Sebagai software akuntansi terbaik, ScaleOcean memungkinkan perusahaan menyesuaikan harga jual dengan cepat berdasarkan biaya dan kondisi pasar yang berubah. Coba demo gratis dan konsultasikan solusi terbaik serta terkustomisasi untuk meningkatkan efisiensi dan mengurangi risiko kesalahan dalam penetapan harga.
5. Kesimpulan
Harga pasar adalah harga rata – rata antara penjual dan pembeli, dipengaruhi oleh interaksi permintaan dan penawaran.

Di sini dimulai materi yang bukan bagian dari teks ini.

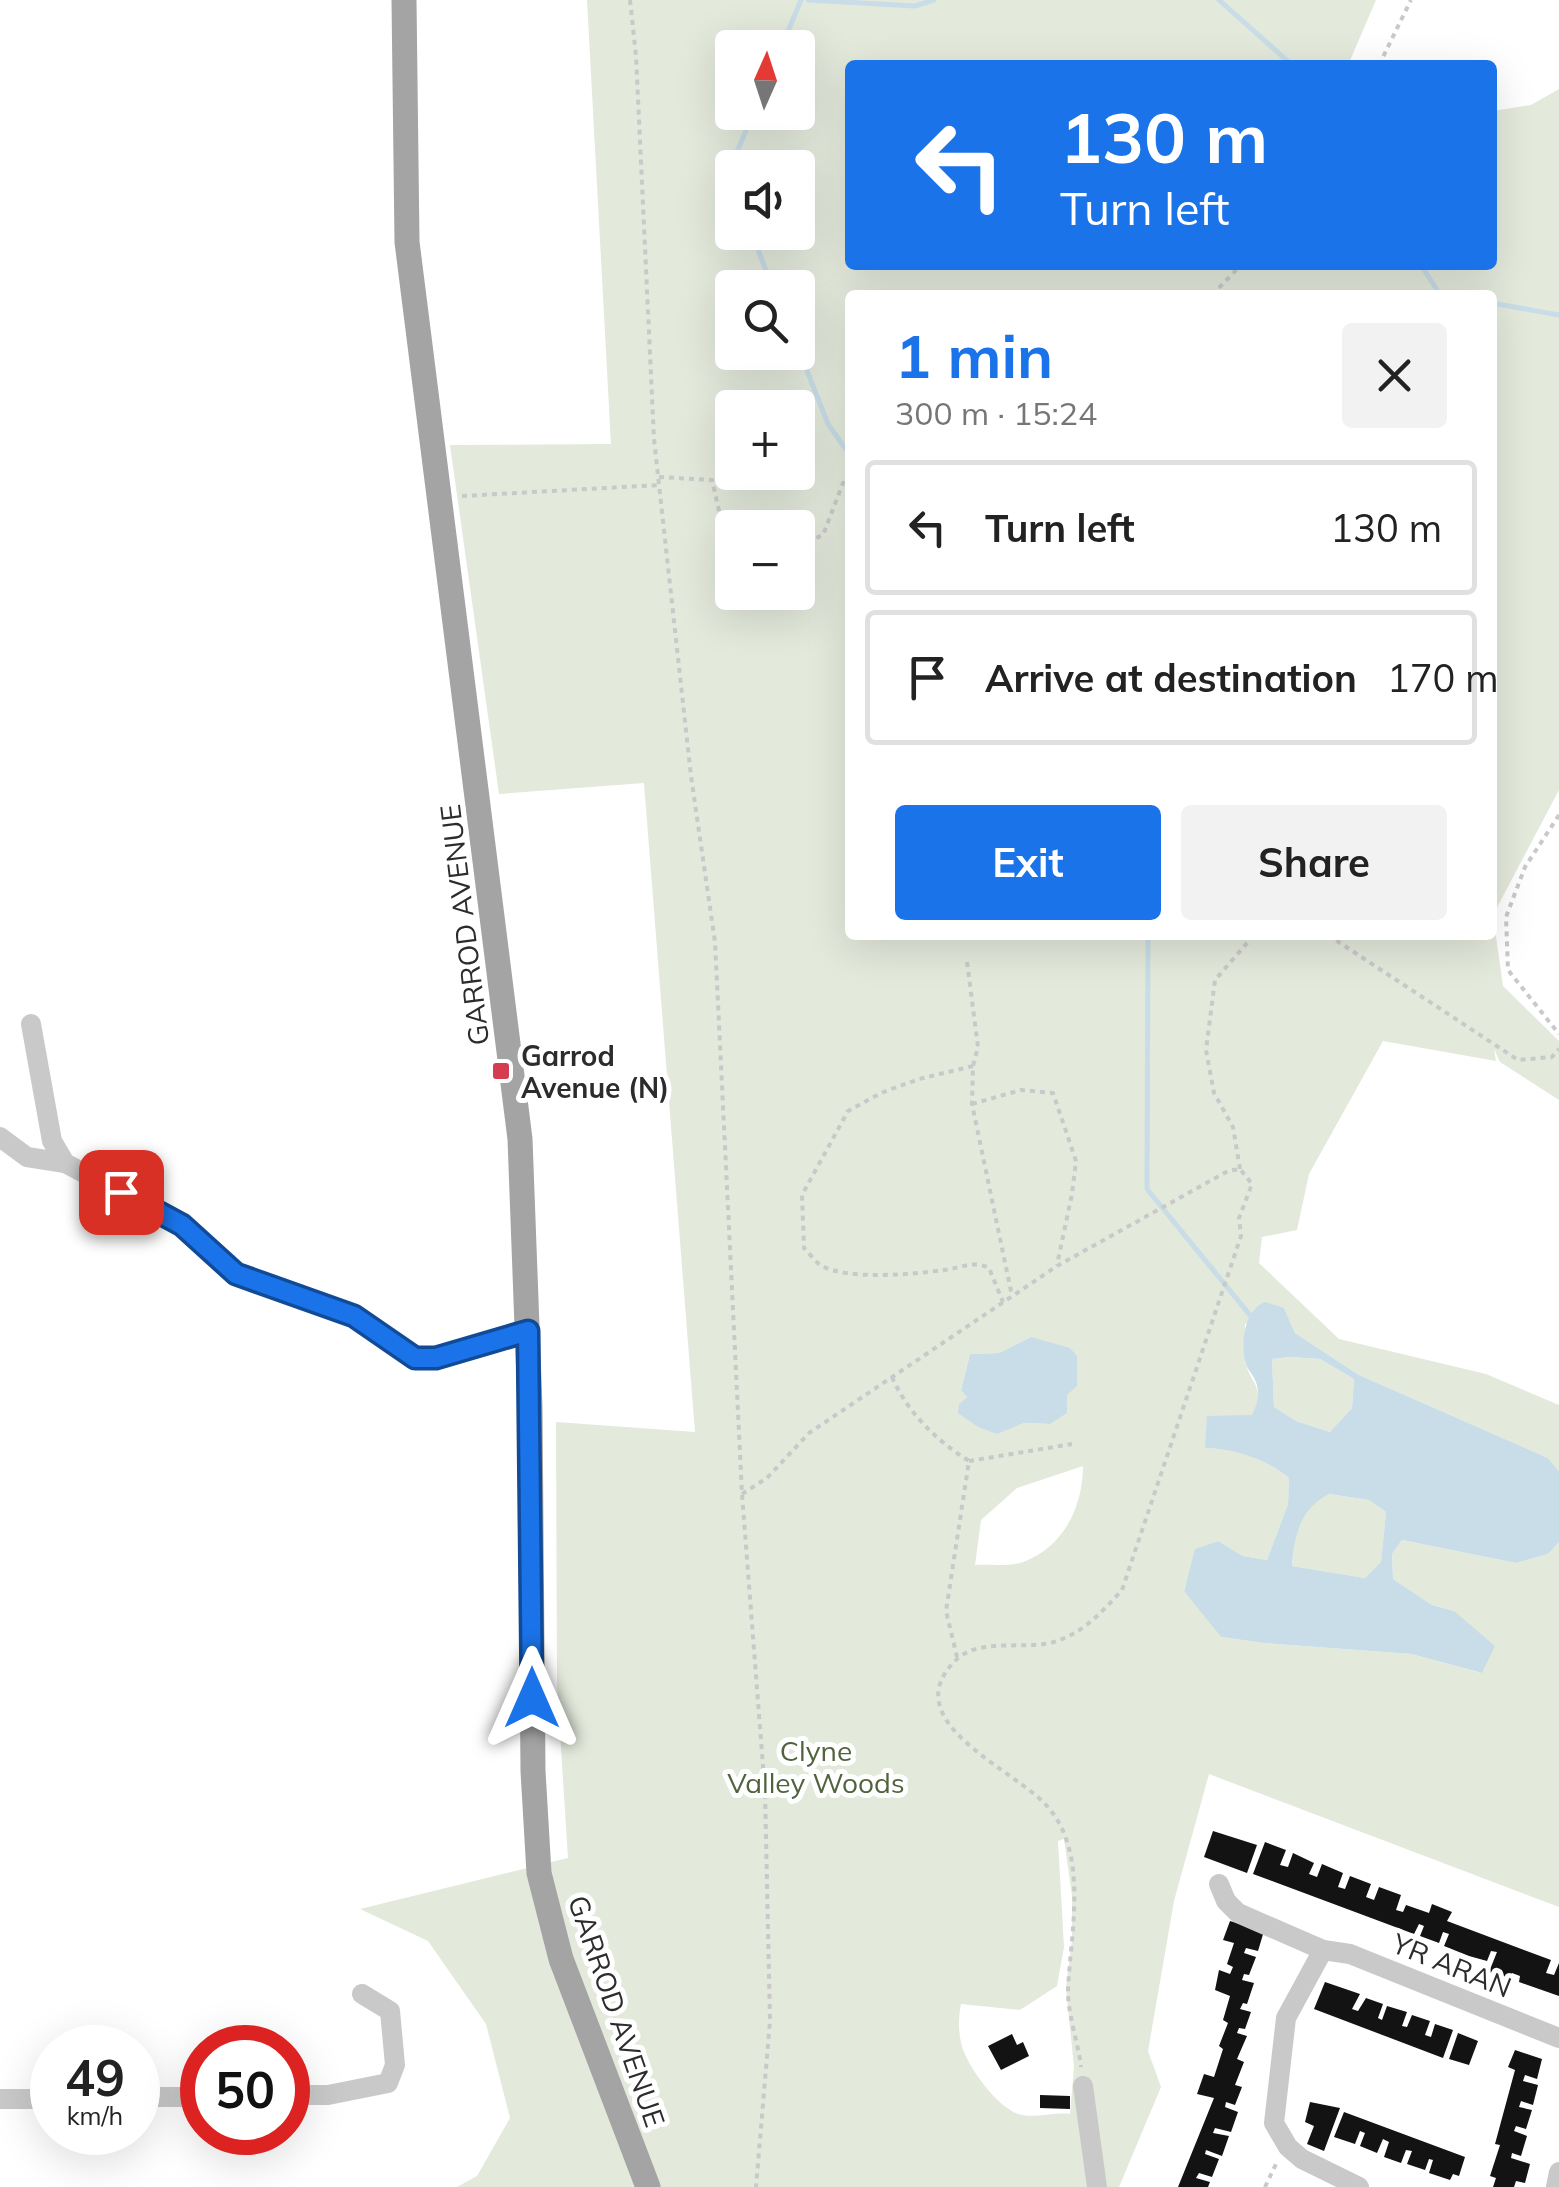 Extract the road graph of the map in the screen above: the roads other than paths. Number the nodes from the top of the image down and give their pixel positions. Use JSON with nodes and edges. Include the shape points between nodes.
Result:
{"nodes":[{"id":1,"x":404,"y":0,"type":"edge"},
{"id":2,"x":32,"y":1024,"type":"dead end"},
{"id":3,"x":0,"y":1137,"type":"edge"},
{"id":4,"x":65,"y":1162,"type":"junction"},
{"id":5,"x":528,"y":1331,"type":"junction"},
{"id":6,"x":1220,"y":1884,"type":"dead end"},
{"id":7,"x":1323,"y":1950,"type":"junction"},
{"id":8,"x":362,"y":1994,"type":"dead end"},
{"id":9,"x":1559,"y":2038,"type":"edge"},
{"id":10,"x":1083,"y":2086,"type":"road end"},
{"id":11,"x":310,"y":2095,"type":"edge"},
{"id":12,"x":30,"y":2098,"type":"edge"},
{"id":13,"x":0,"y":2099,"type":"edge"},
{"id":14,"x":1559,"y":2172,"type":"edge"},
{"id":15,"x":648,"y":2187,"type":"edge"},
{"id":16,"x":1097,"y":2187,"type":"edge"},
{"id":17,"x":1359,"y":2187,"type":"edge"},
{"id":18,"x":1556,"y":2187,"type":"edge"}],
"edges":[{"from":1,"to":5,"type":"main road","name":"GARROD AVENUE","via":[[407,242],[520,1139]]},
{"from":2,"to":4,"type":"street","via":[[52,1141]]},
{"from":3,"to":4,"type":"street","via":[[27,1157]]},
{"from":4,"to":5,"type":"street","via":[[182,1225],[236,1274],[354,1316],[415,1358]]},
{"from":5,"to":15,"type":"main road","name":"GARROD AVENUE","via":[[539,1873],[561,1958]]},
{"from":6,"to":7,"type":"street","name":"YR ARAN","via":[[1238,1913]]},
{"from":7,"to":9,"type":"street","name":"YR ARAN","via":[[1350,1954]]},
{"from":7,"to":17,"type":"street","via":[[1286,2018],[1274,2123],[1302,2159]]},
{"from":8,"to":11,"type":"street","via":[[390,2011],[395,2065],[388,2083]]},
{"from":10,"to":16,"type":"street"},
{"from":12,"to":13,"type":"street"},
{"from":14,"to":18,"type":"street"}]} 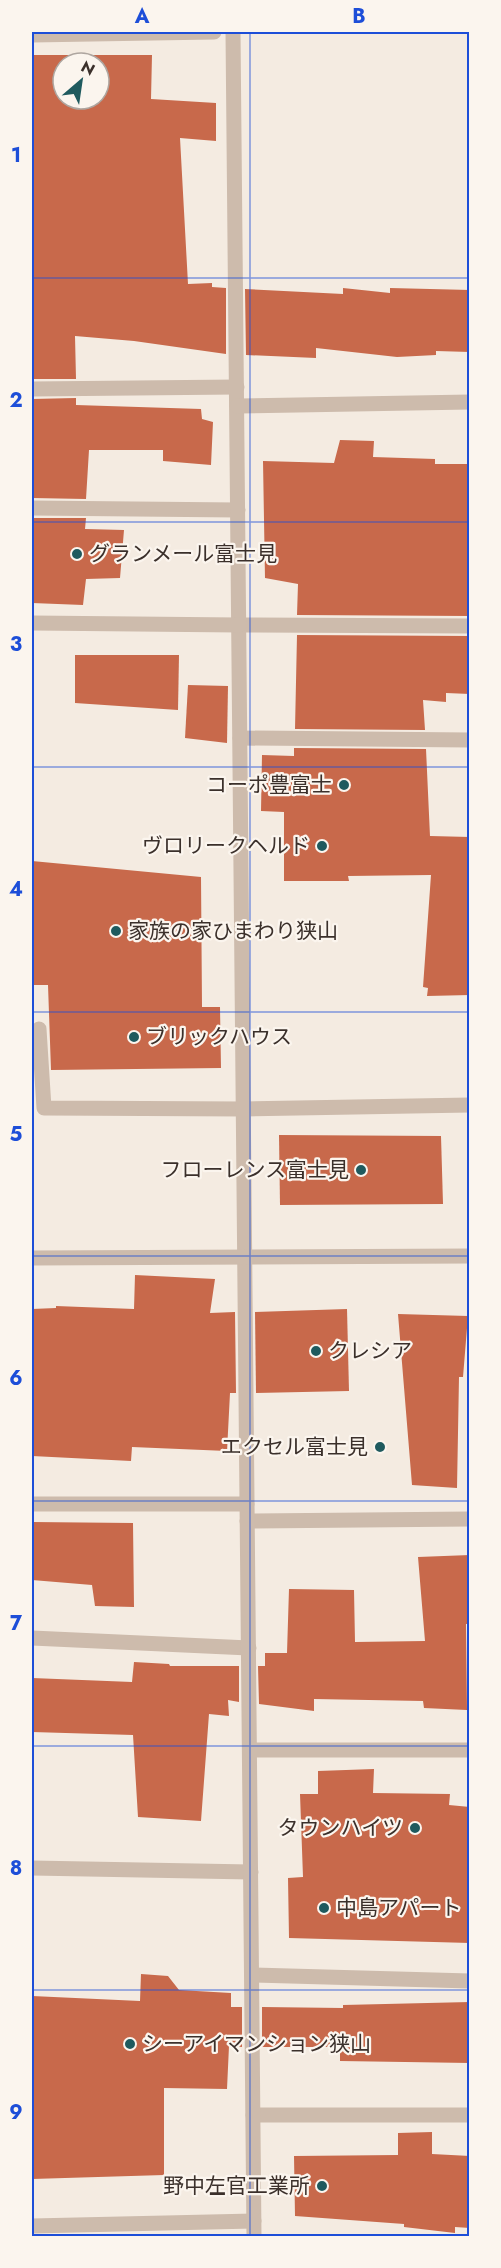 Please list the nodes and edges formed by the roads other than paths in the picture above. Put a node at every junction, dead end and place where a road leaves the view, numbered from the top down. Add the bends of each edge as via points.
1 (214, 32) edge
2 (233, 32) edge
3 (32, 34) edge
4 (237, 387) junction
5 (32, 389) edge
6 (470, 402) edge
7 (237, 406) junction
8 (32, 508) edge
9 (238, 510) junction
10 (32, 623) edge
11 (239, 625) junction
12 (470, 626) edge
13 (240, 738) junction
14 (470, 740) edge
15 (39, 1029) dead end
16 (470, 1105) edge
17 (244, 1109) junction
18 (470, 1256) edge
19 (245, 1257) junction
20 (32, 1258) edge
21 (32, 1504) edge
22 (247, 1504) junction
23 (470, 1519) edge
24 (247, 1521) junction
25 (32, 1638) edge
26 (249, 1648) junction
27 (250, 1750) junction
28 (470, 1750) edge
29 (32, 1868) edge
30 (251, 1872) junction
31 (252, 1975) junction
32 (470, 1981) edge
33 (253, 2115) junction
34 (470, 2115) edge
35 (32, 2226) edge
36 (254, 2229) edge

1 - 3 street
2 - 4 street
4 - 5 street
4 - 7 street
6 - 7 street
7 - 9 street
8 - 9 street
9 - 11 street
10 - 11 street
11 - 12 street
11 - 13 street
13 - 14 street
13 - 17 street
15 - 17 street via 44,1108
16 - 17 street
17 - 19 street
18 - 19 street
19 - 20 street
19 - 22 street
21 - 22 street
22 - 24 street
23 - 24 street
24 - 26 street
25 - 26 street
26 - 27 street
27 - 28 street
27 - 30 street
29 - 30 street
30 - 31 street
31 - 32 street
31 - 33 street
33 - 34 street
33 - 36 street
35 - 36 street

Selain itu, faktor eksternal juga mempengaruhi nilai jual. nilai pasar yang stabil tercipta ketika permintaan dan persediaan berada dalam keseimbangan.
Memahami proses terbentuknya harga jual dan faktor penetapannya membantu perusahaan merencanakan strategi lebih tepat. Dengan menerapkan software Akuntansi seperti ScaleOcean, pencatatan biaya, laba, dan analisis harga menjadi lebih mudah, akurat, dan mendukung keputusan bisnis yang lebih optimal. Anda dapat mendapatkan gambaran sistemnya melalui demo gratis yang disediakan.
FAQ:
Mengapa harga pasar bisa berubah-ubah setiap hari?
Harga pasar berubah karena fluktuasi rantai pasok dan perubahan permintaan. Jika stok menipis dan permintaan tinggi, harga cenderung naik, sebaliknya jika stok melimpah.
Di mana harga pasar komoditas pangan dapat dipantau secara akurat?
Pantau harga pasar melalui platform resmi pemerintah seperti Panel Harga Bapanas atau situs Info Pangan daerah untuk data harga rata-rata.
Bagaimana cara menentukan harga pasar sebuah produk?
Harga pasar ditentukan oleh mekanisme pasar, berdasarkan penawaran penjual dan permintaan pembeli, serta dengan memantau harga kompetitor, biaya produksi, dan kesiapan konsumen membayar.1.